> **What to produce**
Give back exactly the lines of the data below, starting with the line that has "pinky dip: (898, 796)" and going on through the line that has "thumb ip: (1167, 824)".

Stored entries
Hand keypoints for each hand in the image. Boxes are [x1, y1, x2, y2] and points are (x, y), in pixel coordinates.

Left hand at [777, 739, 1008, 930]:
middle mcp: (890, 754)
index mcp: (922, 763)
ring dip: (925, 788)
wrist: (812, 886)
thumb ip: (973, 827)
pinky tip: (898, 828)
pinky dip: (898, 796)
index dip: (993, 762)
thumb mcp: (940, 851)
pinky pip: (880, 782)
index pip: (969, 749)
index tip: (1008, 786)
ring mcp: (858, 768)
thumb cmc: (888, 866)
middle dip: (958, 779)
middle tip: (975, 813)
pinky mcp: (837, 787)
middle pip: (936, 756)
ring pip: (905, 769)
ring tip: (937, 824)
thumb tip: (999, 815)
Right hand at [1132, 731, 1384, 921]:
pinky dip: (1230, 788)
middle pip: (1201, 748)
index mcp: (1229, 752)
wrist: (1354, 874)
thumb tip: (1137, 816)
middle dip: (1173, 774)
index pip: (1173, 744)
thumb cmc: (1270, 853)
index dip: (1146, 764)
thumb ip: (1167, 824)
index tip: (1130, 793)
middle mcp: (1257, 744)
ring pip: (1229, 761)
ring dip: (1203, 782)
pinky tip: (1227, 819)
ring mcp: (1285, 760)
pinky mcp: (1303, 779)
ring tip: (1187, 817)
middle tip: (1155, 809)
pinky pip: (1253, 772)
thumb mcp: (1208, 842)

> **Written answer**
pinky dip: (898, 796)
index dip: (993, 762)
thumb mcp: (940, 851)
pinky pip: (880, 782)
index pip: (969, 749)
index tip: (1008, 786)
ring mcp: (858, 768)
thumb cmc: (888, 866)
middle dip: (958, 779)
middle tip: (975, 813)
pinky mcp: (837, 787)
middle pip: (936, 756)
ring pip: (905, 769)
ring tip: (937, 824)
thumb tip: (999, 815)
Right hand at [1132, 731, 1384, 921]:
pinky dip: (1230, 788)
middle pip: (1201, 748)
index mcp: (1229, 752)
wrist: (1354, 874)
thumb tip: (1137, 816)
middle dip: (1173, 774)
index pip: (1173, 744)
thumb cmc: (1270, 853)
index dip: (1146, 764)
thumb ip: (1167, 824)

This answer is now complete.